_Work to complete_
Reproduce, exactly as they appear, the line containing "index dip: (256, 320)" and every line after it, ending with the last line of the records.

[Opening Listed records section]

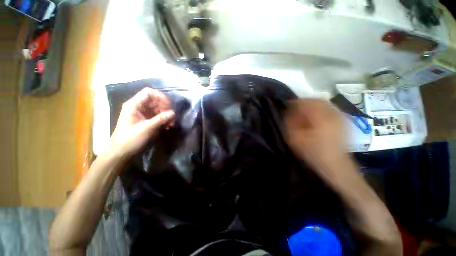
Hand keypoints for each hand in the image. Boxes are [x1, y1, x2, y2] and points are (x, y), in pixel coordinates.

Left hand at [108, 88, 174, 157]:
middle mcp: (139, 107)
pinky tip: (168, 126)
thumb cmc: (130, 139)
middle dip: (165, 107)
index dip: (160, 96)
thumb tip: (173, 113)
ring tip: (172, 123)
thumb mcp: (146, 128)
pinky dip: (164, 119)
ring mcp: (143, 114)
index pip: (149, 93)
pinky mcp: (147, 120)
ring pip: (158, 108)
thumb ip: (160, 119)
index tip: (170, 105)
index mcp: (134, 105)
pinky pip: (158, 116)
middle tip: (172, 116)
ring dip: (166, 114)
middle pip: (155, 100)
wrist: (122, 153)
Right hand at [285, 99, 348, 173]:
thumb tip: (288, 112)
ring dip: (312, 105)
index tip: (287, 105)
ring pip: (324, 103)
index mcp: (320, 118)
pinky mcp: (343, 121)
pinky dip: (321, 109)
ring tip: (304, 111)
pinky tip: (315, 115)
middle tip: (295, 107)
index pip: (306, 103)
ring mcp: (340, 117)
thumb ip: (290, 123)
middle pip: (317, 100)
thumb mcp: (295, 139)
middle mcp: (332, 114)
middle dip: (304, 102)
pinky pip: (330, 109)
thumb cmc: (313, 153)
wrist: (335, 165)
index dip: (295, 103)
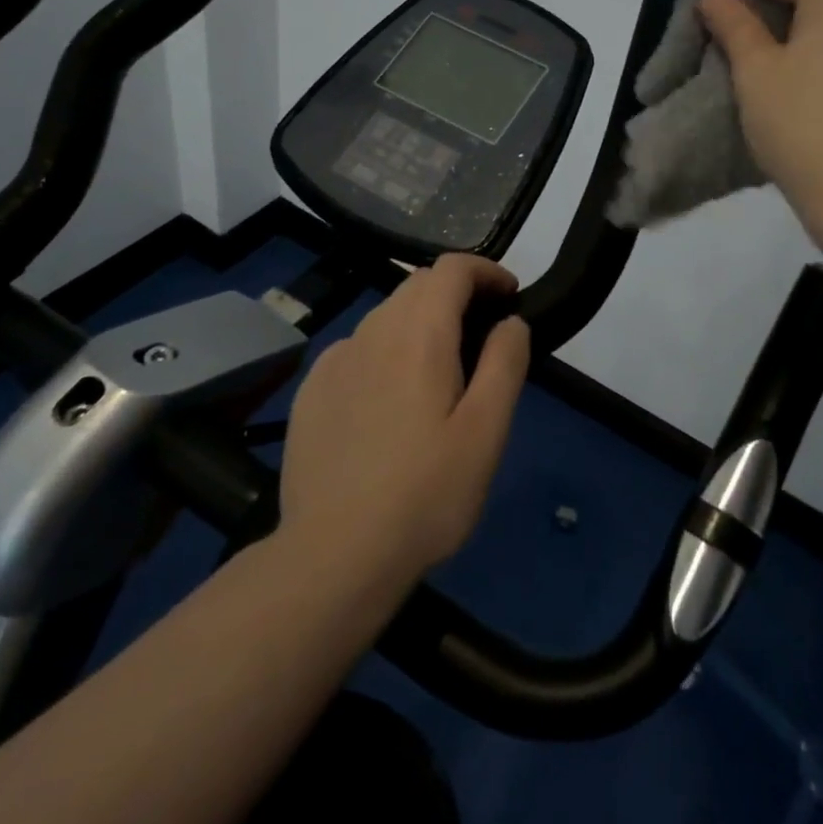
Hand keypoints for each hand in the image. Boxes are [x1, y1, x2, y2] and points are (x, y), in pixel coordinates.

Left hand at [278, 255, 529, 582]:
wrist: (334, 555)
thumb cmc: (426, 494)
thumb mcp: (487, 431)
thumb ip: (504, 363)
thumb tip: (510, 321)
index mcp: (419, 335)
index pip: (452, 269)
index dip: (486, 271)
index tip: (509, 297)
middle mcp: (372, 332)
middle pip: (418, 285)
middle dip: (456, 293)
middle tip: (483, 335)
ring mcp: (335, 361)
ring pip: (386, 316)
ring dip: (420, 322)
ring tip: (441, 371)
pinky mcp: (312, 391)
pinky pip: (357, 349)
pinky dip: (385, 350)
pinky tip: (390, 399)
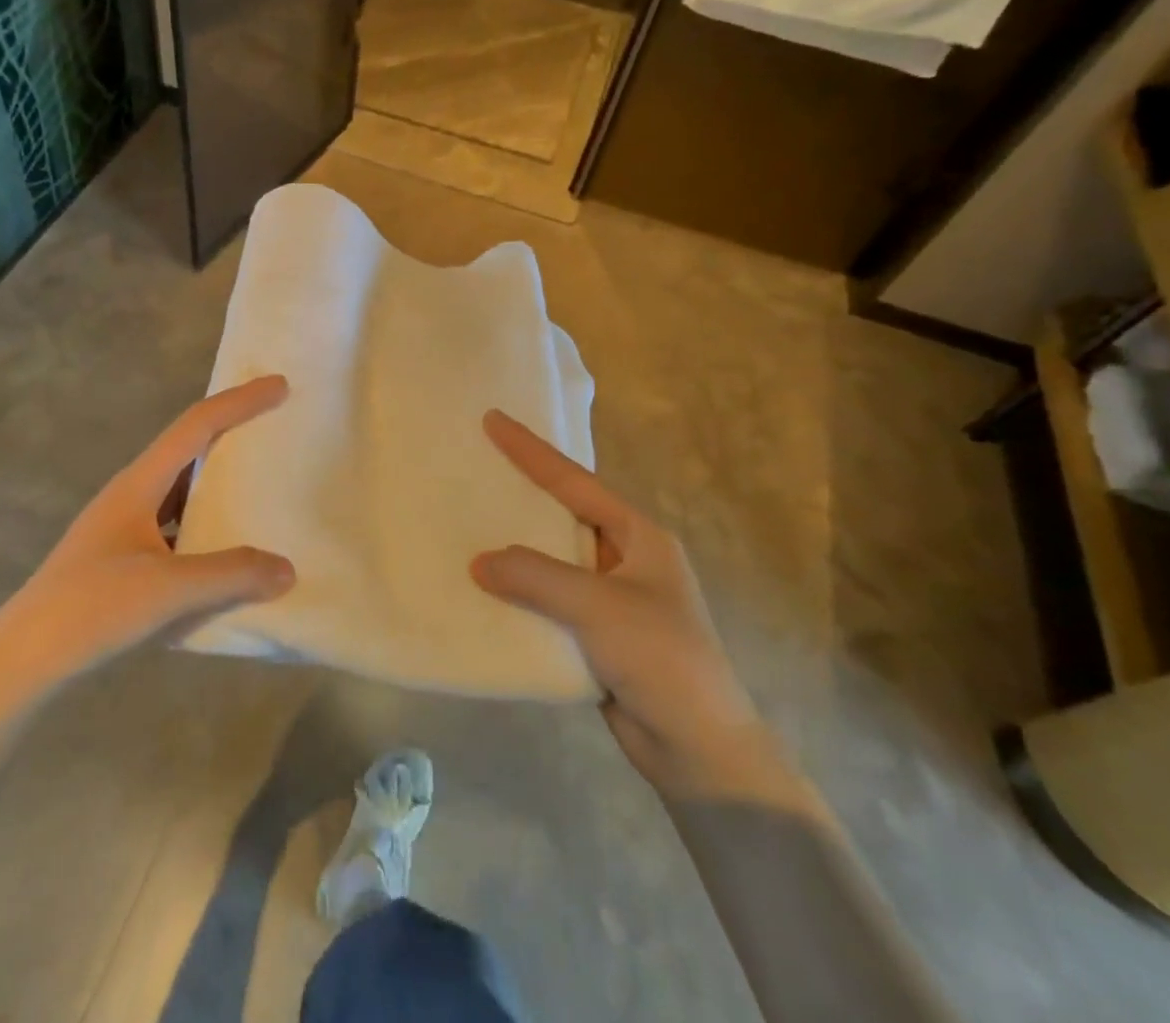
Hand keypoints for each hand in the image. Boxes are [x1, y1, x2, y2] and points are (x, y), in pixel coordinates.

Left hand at [0, 376, 296, 682]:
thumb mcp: (168, 589)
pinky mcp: (122, 560)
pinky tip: (227, 551)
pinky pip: (177, 528)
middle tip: (276, 428)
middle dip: (232, 433)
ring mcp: (125, 528)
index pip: (197, 425)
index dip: (240, 401)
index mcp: (139, 483)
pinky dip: (207, 527)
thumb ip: (231, 575)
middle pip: (190, 448)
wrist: (22, 660)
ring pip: (183, 491)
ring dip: (220, 483)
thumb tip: (287, 568)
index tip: (280, 386)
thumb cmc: (92, 608)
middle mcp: (132, 495)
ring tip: (261, 487)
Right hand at [472, 412, 806, 807]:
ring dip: (516, 548)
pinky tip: (485, 587)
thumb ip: (535, 576)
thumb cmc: (661, 657)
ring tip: (469, 523)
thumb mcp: (597, 606)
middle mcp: (625, 559)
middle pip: (563, 514)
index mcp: (639, 536)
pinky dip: (520, 592)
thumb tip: (478, 563)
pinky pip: (549, 600)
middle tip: (477, 466)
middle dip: (522, 493)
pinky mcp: (597, 634)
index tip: (493, 419)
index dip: (531, 451)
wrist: (700, 750)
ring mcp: (611, 598)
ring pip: (552, 560)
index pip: (575, 482)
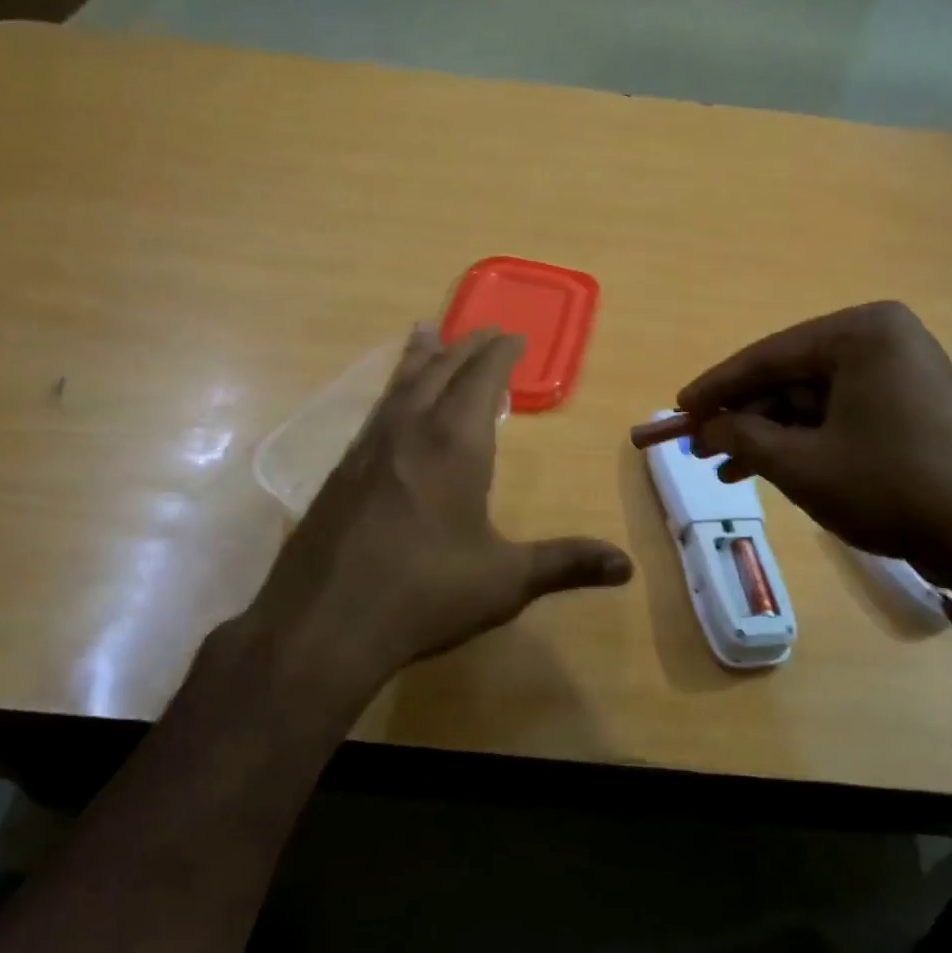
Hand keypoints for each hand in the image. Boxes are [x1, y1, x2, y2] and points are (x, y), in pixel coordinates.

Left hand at [235, 326, 633, 710]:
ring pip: (399, 385)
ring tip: (426, 333)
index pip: (482, 379)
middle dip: (464, 346)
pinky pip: (375, 413)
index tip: (513, 336)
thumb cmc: (425, 594)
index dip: (500, 355)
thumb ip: (565, 565)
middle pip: (439, 371)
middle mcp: (410, 432)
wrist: (323, 623)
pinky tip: (390, 409)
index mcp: (455, 445)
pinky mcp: (340, 472)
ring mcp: (368, 449)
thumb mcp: (505, 581)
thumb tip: (628, 566)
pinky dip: (392, 393)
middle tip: (481, 329)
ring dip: (420, 358)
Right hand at [680, 302, 951, 589]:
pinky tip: (763, 469)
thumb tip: (704, 429)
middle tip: (698, 446)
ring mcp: (899, 369)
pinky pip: (837, 412)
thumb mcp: (802, 465)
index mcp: (861, 333)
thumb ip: (743, 438)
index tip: (677, 410)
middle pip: (788, 376)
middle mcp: (882, 338)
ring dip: (766, 434)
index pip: (767, 356)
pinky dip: (801, 440)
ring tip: (722, 469)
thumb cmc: (890, 488)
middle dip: (742, 416)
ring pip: (809, 399)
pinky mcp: (907, 402)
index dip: (715, 388)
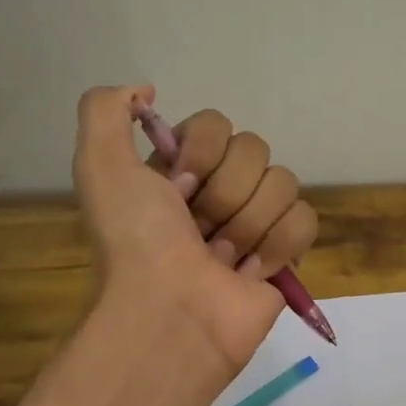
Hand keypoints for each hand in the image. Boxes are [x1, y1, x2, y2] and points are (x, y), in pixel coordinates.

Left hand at [73, 86, 317, 371]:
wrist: (171, 314)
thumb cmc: (137, 242)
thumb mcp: (100, 166)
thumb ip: (107, 110)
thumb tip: (147, 91)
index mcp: (179, 171)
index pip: (216, 125)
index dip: (200, 153)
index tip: (177, 190)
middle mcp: (218, 191)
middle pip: (254, 150)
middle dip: (225, 194)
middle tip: (198, 231)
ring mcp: (255, 222)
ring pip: (283, 183)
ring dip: (248, 225)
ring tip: (222, 260)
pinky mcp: (286, 254)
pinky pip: (305, 219)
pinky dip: (279, 246)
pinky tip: (251, 272)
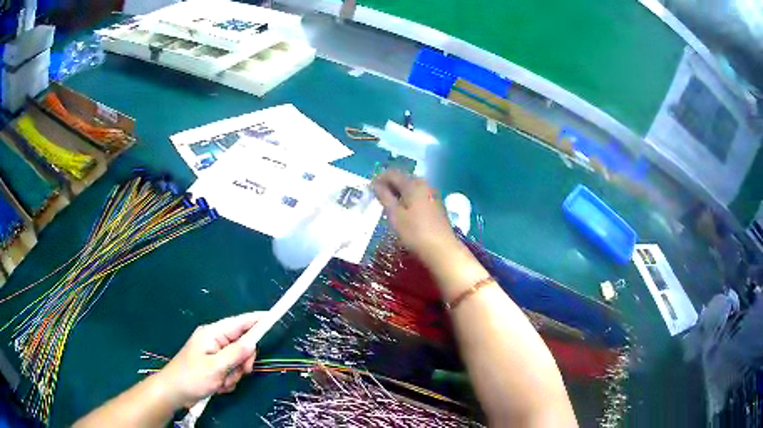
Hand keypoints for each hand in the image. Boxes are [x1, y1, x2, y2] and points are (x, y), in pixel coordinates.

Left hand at [157, 312, 264, 407]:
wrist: (174, 392)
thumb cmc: (192, 377)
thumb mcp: (215, 367)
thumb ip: (236, 354)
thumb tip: (253, 341)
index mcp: (212, 334)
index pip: (239, 323)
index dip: (256, 320)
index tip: (273, 317)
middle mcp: (214, 341)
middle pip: (242, 345)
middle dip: (243, 361)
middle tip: (240, 372)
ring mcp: (214, 354)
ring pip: (238, 361)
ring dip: (234, 375)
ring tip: (221, 382)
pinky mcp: (214, 366)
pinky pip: (231, 371)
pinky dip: (228, 380)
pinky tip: (218, 386)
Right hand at [372, 170, 460, 261]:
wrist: (442, 249)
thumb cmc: (415, 232)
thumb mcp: (395, 215)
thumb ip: (384, 197)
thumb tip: (375, 184)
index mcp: (413, 184)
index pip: (392, 174)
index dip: (379, 178)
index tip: (369, 188)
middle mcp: (424, 185)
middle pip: (403, 179)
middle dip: (389, 185)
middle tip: (377, 197)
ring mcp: (432, 194)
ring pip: (411, 188)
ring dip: (398, 193)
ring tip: (388, 205)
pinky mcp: (436, 205)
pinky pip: (418, 196)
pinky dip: (408, 199)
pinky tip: (403, 211)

[Closing Listed records section]

_Response to this exercise_
index dip: (256, 320)
index tip: (273, 317)
middle mcp: (214, 341)
middle pip: (242, 345)
middle dip: (243, 361)
middle tip: (240, 372)
ring mcp: (214, 354)
ring pip: (238, 361)
ring dip: (234, 375)
ring tip: (221, 382)
pinky mcp: (214, 366)
pinky pip: (231, 371)
pinky dip: (228, 380)
pinky tip: (218, 386)
Right hand at [372, 170, 460, 261]:
wrist: (442, 249)
thumb cmc: (415, 232)
thumb mcp: (395, 215)
thumb ip: (384, 197)
thumb tip: (375, 184)
index mcp: (413, 184)
index pip: (392, 174)
index dip: (379, 178)
index tip: (369, 188)
middle mcp: (424, 185)
middle pip: (403, 179)
middle dip: (389, 185)
middle tip: (377, 197)
ring mcp: (432, 194)
ring pip: (411, 188)
ring dip: (398, 193)
ring tip: (388, 205)
pinky mcp: (436, 205)
pinky pip: (418, 196)
pinky dip: (408, 199)
pinky tip: (403, 211)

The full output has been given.